Dataset excerpts

'''

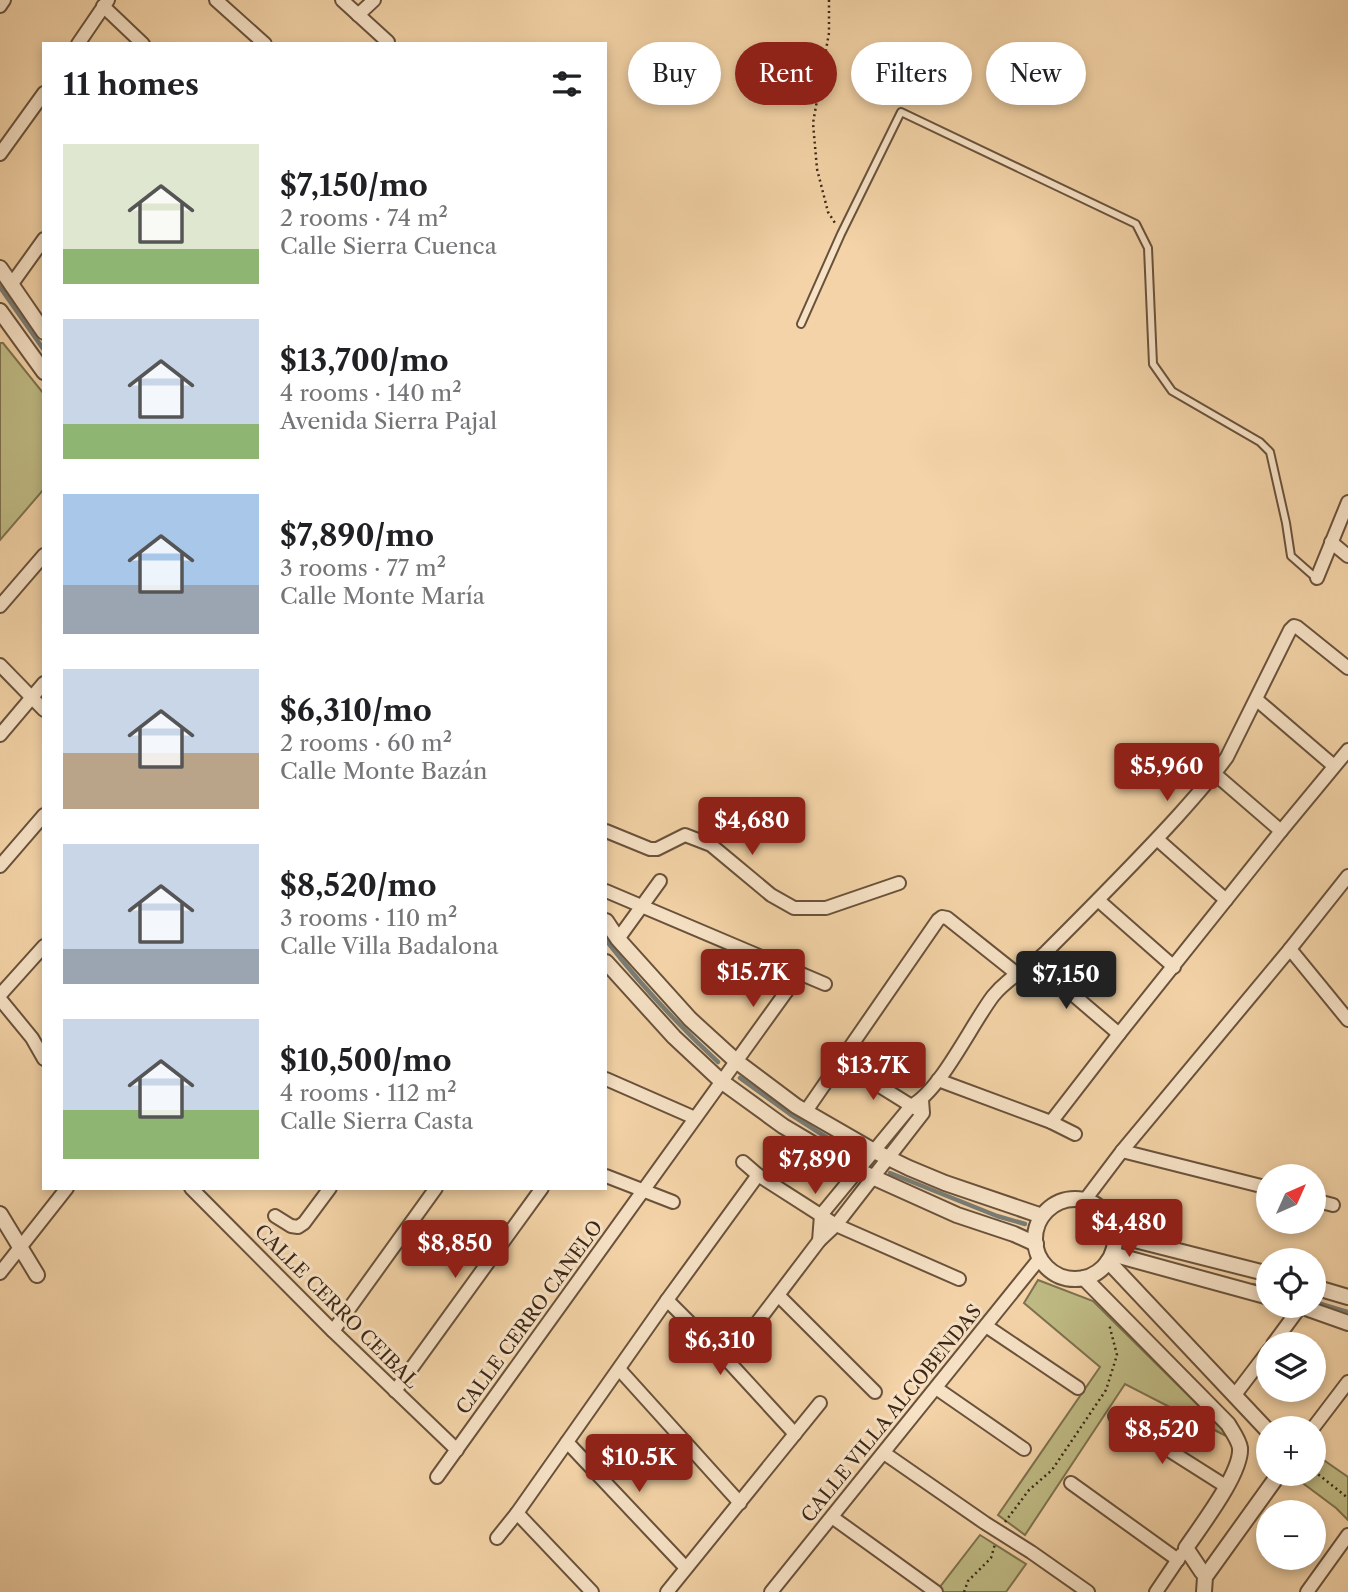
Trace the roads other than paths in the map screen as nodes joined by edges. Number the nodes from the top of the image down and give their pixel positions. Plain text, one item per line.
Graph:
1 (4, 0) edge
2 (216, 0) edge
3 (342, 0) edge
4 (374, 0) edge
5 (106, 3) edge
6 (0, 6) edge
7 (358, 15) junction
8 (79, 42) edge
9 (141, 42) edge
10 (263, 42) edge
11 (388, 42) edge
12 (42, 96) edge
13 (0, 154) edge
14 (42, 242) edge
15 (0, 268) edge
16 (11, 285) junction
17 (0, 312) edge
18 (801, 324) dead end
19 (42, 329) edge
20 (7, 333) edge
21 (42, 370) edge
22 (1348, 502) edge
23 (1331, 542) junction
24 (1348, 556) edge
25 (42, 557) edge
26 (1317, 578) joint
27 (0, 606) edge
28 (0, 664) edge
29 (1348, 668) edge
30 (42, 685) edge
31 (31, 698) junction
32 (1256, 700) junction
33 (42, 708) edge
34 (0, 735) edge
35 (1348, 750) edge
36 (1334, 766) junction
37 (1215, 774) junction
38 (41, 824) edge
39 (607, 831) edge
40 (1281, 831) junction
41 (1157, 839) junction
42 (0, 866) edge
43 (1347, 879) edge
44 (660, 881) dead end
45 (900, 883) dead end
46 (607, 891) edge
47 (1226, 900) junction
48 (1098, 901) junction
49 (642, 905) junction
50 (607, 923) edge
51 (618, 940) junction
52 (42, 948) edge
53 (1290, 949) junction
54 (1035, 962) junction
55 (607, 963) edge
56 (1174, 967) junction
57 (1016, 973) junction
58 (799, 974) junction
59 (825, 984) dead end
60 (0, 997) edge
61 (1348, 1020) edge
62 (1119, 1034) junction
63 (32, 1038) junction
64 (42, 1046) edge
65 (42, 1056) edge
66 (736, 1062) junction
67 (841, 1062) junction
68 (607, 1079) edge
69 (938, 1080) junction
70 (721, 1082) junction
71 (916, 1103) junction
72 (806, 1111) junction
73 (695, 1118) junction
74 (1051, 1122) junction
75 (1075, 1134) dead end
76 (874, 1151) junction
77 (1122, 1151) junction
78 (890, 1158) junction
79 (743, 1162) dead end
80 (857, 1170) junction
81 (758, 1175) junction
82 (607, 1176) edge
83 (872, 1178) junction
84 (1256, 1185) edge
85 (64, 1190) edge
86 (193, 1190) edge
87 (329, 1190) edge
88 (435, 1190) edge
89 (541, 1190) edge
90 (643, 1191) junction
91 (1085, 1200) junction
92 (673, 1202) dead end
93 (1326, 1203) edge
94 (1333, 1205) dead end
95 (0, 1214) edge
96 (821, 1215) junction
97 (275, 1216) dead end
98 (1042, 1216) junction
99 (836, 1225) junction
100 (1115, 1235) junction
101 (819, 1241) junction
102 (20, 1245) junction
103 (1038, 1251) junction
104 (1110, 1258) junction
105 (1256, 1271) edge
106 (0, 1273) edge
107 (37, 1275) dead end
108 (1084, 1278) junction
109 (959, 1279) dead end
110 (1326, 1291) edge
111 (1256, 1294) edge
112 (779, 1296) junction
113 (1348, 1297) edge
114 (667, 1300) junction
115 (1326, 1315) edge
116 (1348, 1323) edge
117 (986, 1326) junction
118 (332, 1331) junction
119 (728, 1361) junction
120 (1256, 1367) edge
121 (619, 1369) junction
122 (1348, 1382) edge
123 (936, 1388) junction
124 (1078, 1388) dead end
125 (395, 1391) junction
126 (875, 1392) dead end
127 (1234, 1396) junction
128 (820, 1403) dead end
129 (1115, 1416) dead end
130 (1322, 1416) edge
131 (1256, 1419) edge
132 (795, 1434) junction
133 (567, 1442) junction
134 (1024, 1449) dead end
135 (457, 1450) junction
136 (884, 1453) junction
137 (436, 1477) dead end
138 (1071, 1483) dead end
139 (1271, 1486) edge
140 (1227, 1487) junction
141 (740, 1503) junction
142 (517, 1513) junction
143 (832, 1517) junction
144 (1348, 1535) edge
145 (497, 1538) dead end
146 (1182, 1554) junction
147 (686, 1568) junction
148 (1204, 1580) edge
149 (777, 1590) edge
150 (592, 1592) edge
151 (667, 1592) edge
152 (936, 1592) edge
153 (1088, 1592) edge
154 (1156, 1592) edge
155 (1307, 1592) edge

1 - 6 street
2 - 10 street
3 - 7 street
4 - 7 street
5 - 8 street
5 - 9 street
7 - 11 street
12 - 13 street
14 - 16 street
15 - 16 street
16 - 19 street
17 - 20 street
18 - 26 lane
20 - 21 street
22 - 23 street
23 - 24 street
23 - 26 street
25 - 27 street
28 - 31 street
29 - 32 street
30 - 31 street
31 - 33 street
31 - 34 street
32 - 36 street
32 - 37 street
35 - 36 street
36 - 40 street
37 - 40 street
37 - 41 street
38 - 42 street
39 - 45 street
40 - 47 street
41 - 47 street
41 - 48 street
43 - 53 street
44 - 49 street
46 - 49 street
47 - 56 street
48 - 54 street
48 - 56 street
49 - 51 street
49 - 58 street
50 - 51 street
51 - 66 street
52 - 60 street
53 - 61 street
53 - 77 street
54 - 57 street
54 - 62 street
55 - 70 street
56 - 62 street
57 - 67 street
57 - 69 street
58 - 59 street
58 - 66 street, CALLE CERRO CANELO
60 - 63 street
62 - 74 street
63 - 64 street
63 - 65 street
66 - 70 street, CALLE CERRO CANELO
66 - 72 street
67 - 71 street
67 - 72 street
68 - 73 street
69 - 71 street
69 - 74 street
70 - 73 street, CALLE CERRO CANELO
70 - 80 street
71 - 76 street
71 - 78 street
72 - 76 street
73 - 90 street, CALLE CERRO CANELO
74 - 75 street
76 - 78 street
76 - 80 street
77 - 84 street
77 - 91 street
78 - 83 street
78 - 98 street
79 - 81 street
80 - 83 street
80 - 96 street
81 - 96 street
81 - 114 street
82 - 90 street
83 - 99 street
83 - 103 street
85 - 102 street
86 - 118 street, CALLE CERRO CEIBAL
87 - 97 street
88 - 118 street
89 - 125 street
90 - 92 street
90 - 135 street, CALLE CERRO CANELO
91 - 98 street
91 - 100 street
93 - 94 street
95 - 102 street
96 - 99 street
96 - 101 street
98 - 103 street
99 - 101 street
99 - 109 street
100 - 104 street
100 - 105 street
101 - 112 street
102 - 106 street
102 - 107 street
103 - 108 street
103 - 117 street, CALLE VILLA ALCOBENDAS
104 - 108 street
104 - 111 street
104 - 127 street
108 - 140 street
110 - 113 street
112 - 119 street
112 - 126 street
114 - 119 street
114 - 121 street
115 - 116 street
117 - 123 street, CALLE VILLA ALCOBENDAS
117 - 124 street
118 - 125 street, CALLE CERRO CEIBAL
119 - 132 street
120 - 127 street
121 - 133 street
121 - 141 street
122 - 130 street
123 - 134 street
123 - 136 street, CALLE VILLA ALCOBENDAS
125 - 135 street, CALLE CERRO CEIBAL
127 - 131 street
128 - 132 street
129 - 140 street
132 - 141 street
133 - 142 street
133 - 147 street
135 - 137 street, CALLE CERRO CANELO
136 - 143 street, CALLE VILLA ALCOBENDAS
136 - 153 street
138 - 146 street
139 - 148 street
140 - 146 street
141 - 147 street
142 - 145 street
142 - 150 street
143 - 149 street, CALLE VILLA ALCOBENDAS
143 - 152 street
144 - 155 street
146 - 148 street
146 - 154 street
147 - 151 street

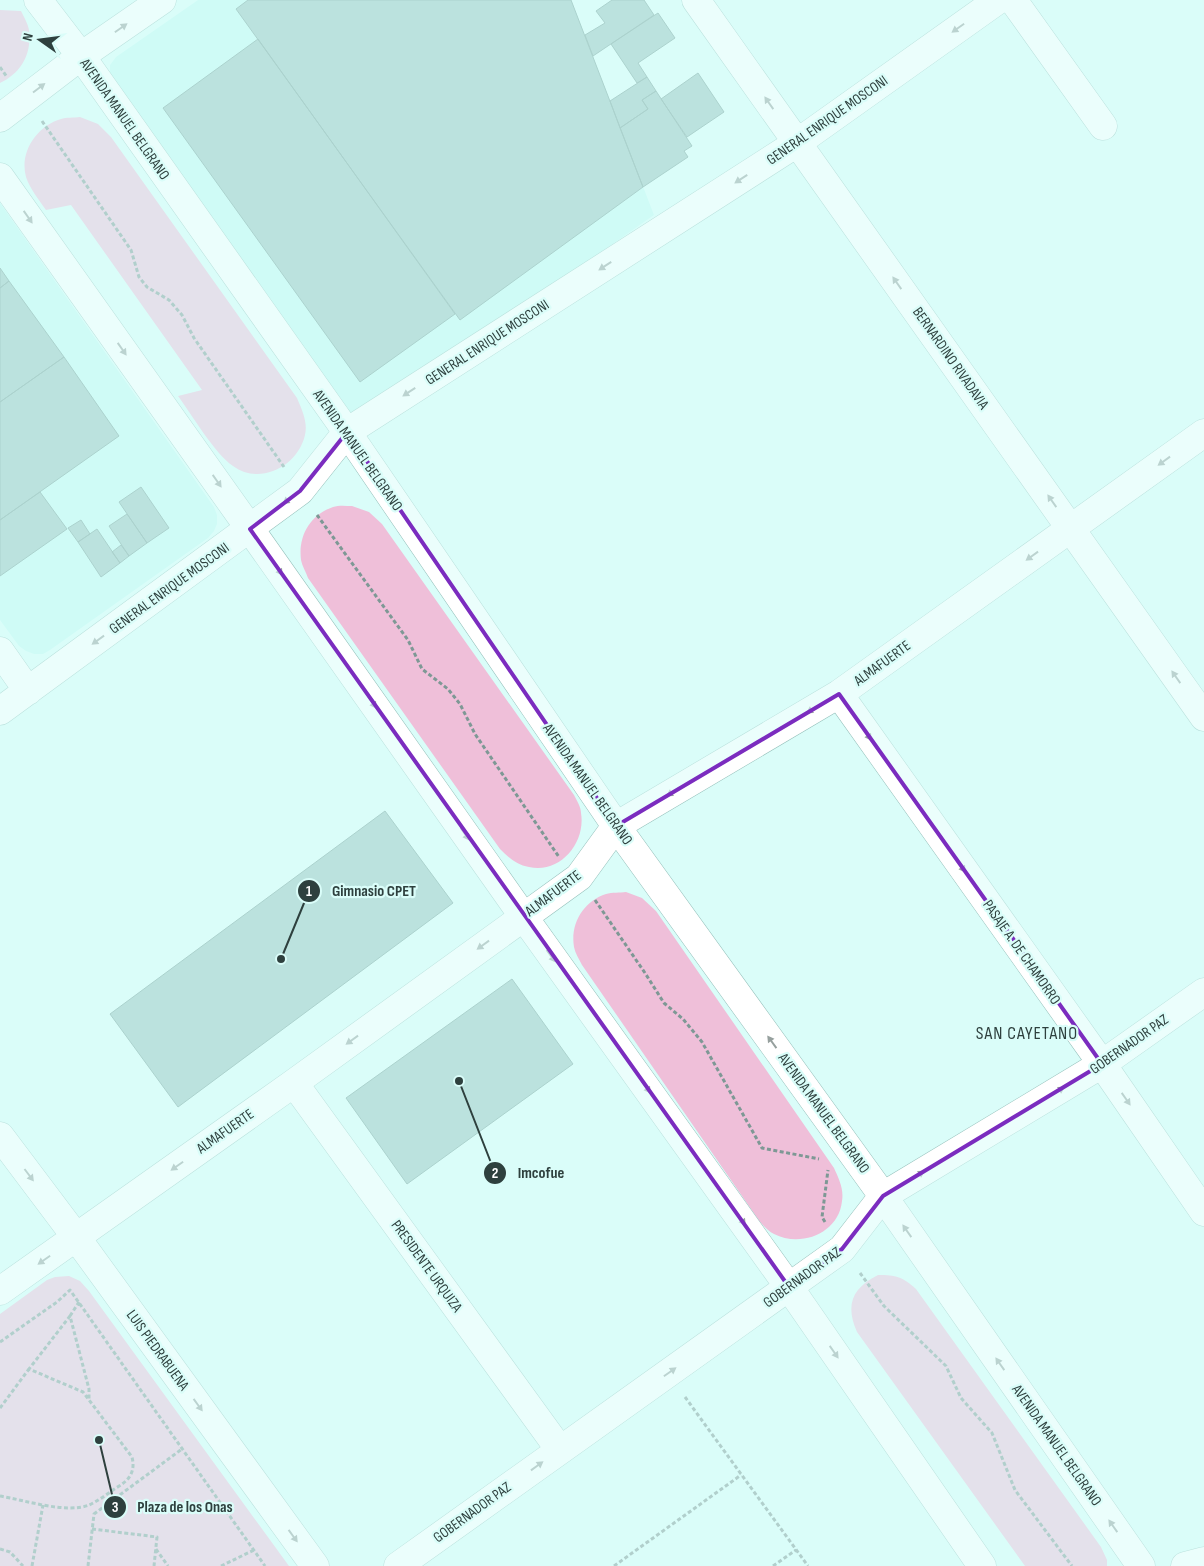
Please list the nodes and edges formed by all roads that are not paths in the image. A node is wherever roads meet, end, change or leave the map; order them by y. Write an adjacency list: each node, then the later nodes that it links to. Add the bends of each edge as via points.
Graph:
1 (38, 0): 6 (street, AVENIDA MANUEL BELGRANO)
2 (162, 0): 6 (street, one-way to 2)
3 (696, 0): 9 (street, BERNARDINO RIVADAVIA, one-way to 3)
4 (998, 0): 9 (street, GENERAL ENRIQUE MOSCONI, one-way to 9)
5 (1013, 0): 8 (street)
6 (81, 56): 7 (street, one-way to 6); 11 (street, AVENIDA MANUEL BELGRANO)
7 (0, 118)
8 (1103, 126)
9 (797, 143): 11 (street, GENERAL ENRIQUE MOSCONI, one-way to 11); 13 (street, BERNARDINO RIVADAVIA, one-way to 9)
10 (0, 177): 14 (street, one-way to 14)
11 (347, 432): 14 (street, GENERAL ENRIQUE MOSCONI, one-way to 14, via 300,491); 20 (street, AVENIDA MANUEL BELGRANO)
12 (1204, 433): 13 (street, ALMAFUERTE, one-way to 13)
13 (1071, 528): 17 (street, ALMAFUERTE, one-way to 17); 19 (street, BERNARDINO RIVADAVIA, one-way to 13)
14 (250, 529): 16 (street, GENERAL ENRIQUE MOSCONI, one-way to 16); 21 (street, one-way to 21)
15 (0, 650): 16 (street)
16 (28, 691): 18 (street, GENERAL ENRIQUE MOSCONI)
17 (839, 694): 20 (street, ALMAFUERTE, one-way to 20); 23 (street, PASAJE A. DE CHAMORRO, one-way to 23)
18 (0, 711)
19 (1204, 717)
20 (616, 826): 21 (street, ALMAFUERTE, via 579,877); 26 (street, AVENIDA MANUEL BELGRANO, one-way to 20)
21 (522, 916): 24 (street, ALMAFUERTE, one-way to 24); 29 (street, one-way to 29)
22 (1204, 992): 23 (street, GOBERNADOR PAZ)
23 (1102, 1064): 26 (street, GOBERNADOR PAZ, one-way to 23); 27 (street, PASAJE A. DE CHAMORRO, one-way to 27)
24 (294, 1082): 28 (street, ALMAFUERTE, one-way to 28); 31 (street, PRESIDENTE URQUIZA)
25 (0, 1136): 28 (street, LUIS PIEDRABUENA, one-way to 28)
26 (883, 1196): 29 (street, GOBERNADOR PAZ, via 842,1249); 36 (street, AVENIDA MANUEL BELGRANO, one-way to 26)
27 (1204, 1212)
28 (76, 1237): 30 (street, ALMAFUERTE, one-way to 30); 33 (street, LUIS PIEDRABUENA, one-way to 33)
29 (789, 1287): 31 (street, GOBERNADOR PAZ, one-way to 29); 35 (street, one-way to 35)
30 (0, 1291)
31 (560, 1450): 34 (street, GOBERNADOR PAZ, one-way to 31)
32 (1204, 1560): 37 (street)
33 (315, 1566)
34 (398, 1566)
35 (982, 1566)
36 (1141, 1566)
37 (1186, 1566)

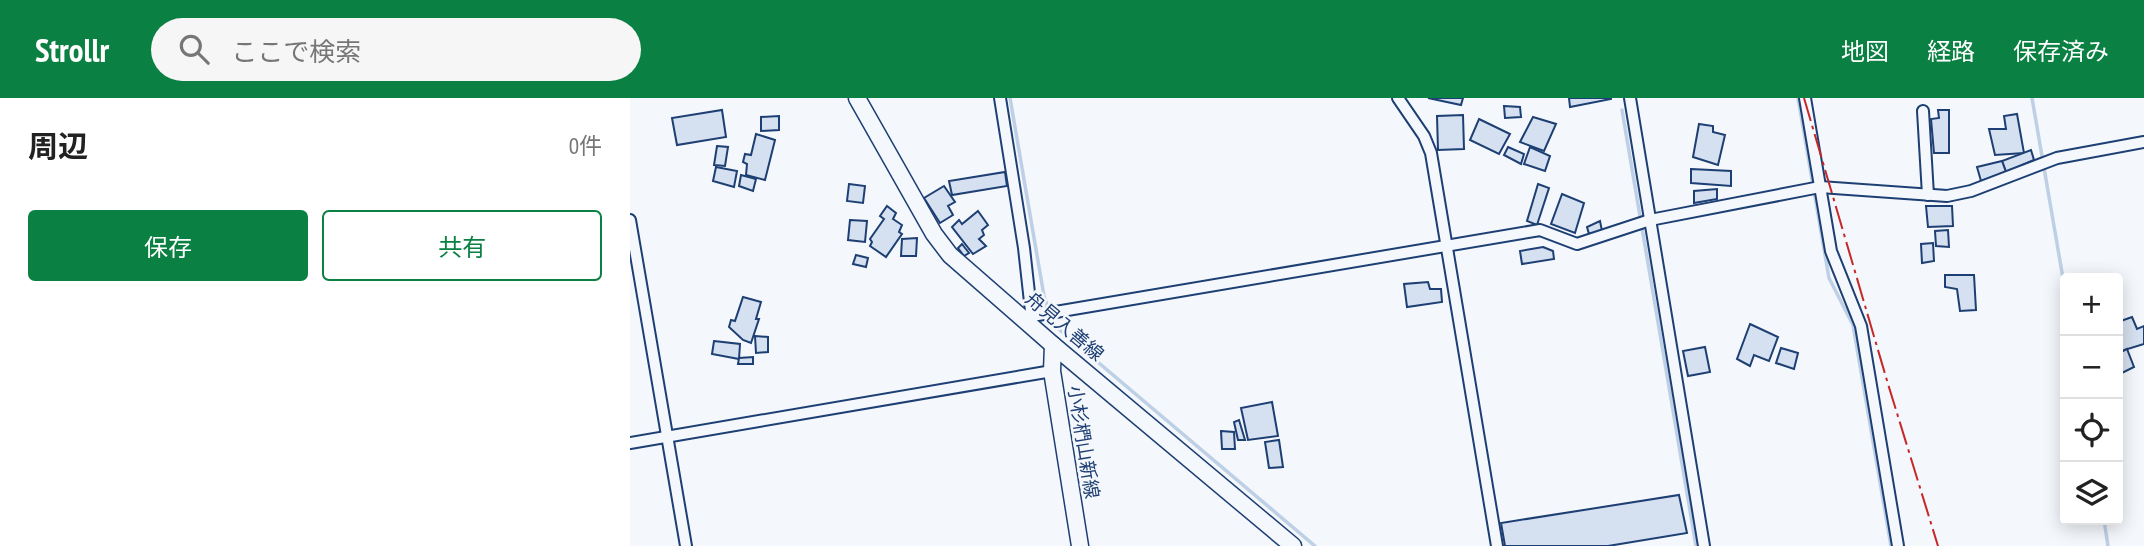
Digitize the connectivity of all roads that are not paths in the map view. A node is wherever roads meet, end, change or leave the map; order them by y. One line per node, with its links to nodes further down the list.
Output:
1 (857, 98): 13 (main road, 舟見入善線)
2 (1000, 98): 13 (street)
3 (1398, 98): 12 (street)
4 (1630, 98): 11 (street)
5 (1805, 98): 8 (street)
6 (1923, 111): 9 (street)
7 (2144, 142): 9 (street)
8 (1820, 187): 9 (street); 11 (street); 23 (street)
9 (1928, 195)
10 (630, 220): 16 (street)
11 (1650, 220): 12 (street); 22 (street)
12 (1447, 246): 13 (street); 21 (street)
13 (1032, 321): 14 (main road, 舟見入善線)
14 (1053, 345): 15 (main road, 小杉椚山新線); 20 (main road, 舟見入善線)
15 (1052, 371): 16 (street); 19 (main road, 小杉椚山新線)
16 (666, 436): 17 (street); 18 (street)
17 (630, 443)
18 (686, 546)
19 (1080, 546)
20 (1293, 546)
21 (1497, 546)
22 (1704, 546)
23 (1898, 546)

'''

_TASK PROMPT_
Count the lines above with the string "小杉椚山新線"; report only that figure.

_RESPONSE BELOW_
2